*** Opening Task inputs ***
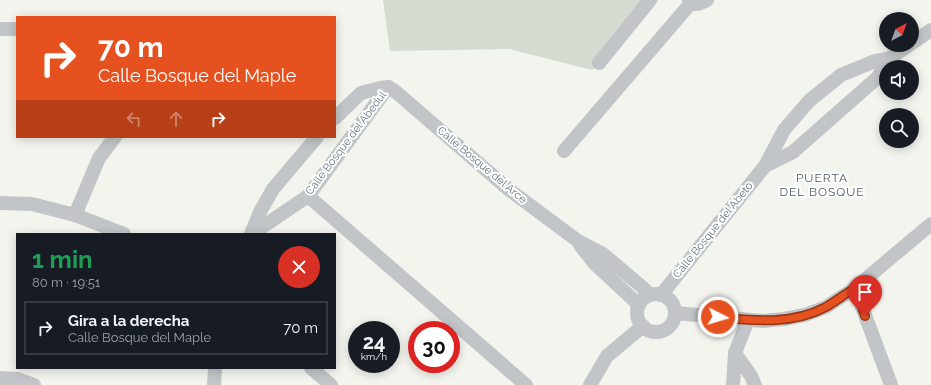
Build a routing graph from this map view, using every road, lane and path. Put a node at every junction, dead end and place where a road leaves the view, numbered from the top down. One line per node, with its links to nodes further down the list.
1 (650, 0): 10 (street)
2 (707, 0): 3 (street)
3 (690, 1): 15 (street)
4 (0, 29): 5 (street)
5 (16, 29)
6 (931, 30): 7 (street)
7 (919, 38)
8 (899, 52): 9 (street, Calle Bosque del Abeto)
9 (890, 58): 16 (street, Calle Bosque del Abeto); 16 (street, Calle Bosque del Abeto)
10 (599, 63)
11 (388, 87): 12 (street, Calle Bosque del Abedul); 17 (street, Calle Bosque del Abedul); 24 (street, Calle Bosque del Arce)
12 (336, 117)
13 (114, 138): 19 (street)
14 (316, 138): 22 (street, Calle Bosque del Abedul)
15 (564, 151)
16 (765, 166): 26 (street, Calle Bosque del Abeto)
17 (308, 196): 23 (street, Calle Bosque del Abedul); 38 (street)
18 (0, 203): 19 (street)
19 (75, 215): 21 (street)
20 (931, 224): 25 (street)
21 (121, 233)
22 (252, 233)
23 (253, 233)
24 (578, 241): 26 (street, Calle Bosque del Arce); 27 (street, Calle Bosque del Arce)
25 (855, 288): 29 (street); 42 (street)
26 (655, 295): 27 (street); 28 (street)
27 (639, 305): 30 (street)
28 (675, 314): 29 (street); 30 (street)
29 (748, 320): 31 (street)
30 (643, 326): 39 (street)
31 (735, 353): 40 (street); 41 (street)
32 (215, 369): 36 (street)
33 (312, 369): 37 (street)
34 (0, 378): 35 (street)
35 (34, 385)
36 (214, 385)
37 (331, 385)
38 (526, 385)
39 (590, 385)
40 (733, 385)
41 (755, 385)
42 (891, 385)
*** Closing Task inputs ***
> [Work to complete]
Scan the records for the word "Calle", and copy each line where it is found.

> [Solution]
8 (899, 52): 9 (street, Calle Bosque del Abeto)
9 (890, 58): 16 (street, Calle Bosque del Abeto); 16 (street, Calle Bosque del Abeto)
11 (388, 87): 12 (street, Calle Bosque del Abedul); 17 (street, Calle Bosque del Abedul); 24 (street, Calle Bosque del Arce)
14 (316, 138): 22 (street, Calle Bosque del Abedul)
16 (765, 166): 26 (street, Calle Bosque del Abeto)
17 (308, 196): 23 (street, Calle Bosque del Abedul); 38 (street)
24 (578, 241): 26 (street, Calle Bosque del Arce); 27 (street, Calle Bosque del Arce)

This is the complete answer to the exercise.